Shinken

In their own words, Shinken is a monitoring framework, a Python Nagios Core total rewrite, enhancing flexibility and large environment management.

Scalability

According to the documentation, every type of process can be run even on different hosts. That’s interesting, because you might want DB in the cheapest place, data receivers in every datacenter, and alerter processes closer to your physical location. Shinken user on the scheme is happy; that’s a positive sign:

Shinken simple distributed architecture

For multi-regional monitoring, there is also an answer, Realms.

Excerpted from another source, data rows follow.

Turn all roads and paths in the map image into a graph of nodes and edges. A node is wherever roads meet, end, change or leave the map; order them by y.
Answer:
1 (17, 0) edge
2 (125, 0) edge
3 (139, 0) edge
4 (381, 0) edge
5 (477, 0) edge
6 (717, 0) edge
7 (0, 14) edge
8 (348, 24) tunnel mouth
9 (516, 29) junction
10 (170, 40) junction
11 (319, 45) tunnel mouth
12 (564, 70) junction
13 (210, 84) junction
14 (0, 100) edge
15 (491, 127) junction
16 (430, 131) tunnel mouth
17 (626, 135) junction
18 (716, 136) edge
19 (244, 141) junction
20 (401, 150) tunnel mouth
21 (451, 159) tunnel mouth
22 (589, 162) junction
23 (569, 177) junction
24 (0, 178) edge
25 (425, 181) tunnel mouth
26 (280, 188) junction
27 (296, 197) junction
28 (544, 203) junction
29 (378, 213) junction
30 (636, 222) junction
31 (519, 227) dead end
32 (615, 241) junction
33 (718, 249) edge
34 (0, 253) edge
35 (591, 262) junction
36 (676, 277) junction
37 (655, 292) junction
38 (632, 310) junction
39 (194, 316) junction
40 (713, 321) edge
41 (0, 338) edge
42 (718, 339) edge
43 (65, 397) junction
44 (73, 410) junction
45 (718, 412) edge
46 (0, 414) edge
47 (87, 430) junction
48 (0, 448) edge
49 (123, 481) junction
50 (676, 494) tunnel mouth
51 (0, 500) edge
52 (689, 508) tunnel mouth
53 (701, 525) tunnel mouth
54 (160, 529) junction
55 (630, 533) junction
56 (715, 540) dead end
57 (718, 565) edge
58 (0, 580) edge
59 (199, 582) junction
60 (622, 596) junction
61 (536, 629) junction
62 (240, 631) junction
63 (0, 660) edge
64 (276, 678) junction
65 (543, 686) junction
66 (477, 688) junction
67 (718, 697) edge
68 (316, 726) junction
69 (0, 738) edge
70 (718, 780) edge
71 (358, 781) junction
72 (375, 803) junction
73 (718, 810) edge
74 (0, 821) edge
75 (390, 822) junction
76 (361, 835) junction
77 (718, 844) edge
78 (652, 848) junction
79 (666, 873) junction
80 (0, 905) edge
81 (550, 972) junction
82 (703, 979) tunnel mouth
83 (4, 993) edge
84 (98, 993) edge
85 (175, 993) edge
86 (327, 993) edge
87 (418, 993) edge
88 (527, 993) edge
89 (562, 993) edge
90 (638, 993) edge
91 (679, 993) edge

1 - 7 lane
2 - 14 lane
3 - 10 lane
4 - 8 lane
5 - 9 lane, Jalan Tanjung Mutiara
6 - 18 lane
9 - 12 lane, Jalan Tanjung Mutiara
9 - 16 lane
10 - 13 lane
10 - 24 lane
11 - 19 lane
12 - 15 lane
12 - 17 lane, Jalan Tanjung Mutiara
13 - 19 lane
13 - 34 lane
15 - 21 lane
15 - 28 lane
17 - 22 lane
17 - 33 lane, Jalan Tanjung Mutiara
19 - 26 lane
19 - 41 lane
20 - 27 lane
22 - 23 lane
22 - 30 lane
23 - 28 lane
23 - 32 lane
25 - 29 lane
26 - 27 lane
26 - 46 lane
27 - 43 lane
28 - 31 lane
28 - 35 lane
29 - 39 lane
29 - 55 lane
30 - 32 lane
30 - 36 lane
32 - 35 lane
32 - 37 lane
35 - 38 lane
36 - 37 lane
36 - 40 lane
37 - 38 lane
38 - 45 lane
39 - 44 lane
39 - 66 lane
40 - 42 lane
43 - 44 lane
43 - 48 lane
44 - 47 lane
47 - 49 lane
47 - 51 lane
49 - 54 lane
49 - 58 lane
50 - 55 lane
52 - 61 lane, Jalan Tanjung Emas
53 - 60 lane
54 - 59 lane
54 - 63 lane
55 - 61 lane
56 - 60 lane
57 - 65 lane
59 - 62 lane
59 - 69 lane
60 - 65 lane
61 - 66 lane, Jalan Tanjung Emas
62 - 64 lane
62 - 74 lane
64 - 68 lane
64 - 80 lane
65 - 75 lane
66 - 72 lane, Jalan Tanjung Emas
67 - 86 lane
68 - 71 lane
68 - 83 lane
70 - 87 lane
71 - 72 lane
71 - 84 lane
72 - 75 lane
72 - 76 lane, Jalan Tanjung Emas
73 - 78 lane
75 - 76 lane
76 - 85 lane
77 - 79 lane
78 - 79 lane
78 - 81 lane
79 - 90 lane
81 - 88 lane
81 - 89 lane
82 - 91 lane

Here, you notice something awesome: Data is collected into regional DB, not into a global one. There are also sub-realms setup for smaller big setups, which requires fewer machines to setup and just one DB:

Shinken simple multi-regional distributed architecture

Another point to consider when you’re talking about scalability is fault tolerance. I’ll quote documentation here:

Nobody is perfect. A server can crash, an application too. That is why administrators have spares: they can take configurations of failing elements and reassign them. For the moment, the only daemon that does not have a spare is the Arbiter, but this will be added in the future. The Arbiter regularly checks if everyone is available. If a scheduler or another satellite is dead, it sends its conf to a spare node, defined by the administrator. All satellites are informed by this change, so they can get their jobs from the new element and not try to reach the dead one. If a node was lost due to a network interruption and it comes back up, the Arbiter will notice and ask the old system to drop its configuration.

Configuration systems integration

Automatic hosts and services discovery seems well-covered, and because configuration is kept in files, you could easily generate them yourself with Chef\Puppet, based on information on hosts you have.

Audit log

Because configuration is stored in files, you could use generic things, like version control system (Git, Mercurial), to track changes and their ownership. From documentation, I found no evidence of Shinken tracking web-interface actions.

UI

Shinken UI

Shinken WebUI is proven itself to work well with thousands of hosts and tens of groups.

Drawbacks

I found no visible drawbacks, based on the documentation. The only thing that concerns me is its rapid development in the past and very slow pace of commits in the present: around 40 commits this year; most are pull requests merged, so no new development is going on, and only community-written bugfixes are being included. It’s either too good to move on (which is never the case; even old-timers like vim and emacs get their code updated) or it’s another opensource project that not enough people care about — you should know such things before using such a complex thing as a monitoring system.

Frédéric Mohier was very kind to give me an insight on reasons of current situation: more than one year ago, some of the main developers of Shinken left the project and made a fork named Alignak, which is being activly developed and plan to deliver 1.0 release in December, 2016.

Links

Sensu

Sensu is a monitoring framework (platform, as they call themselves) rather than complete monitoring system. Its key features include:

  • Puppet \ Chef integration — define what to check and where to send messages in your configuration system
  • Reusing existing technical solutions where possible, instead of inventing their own (Redis, RabbitMQ)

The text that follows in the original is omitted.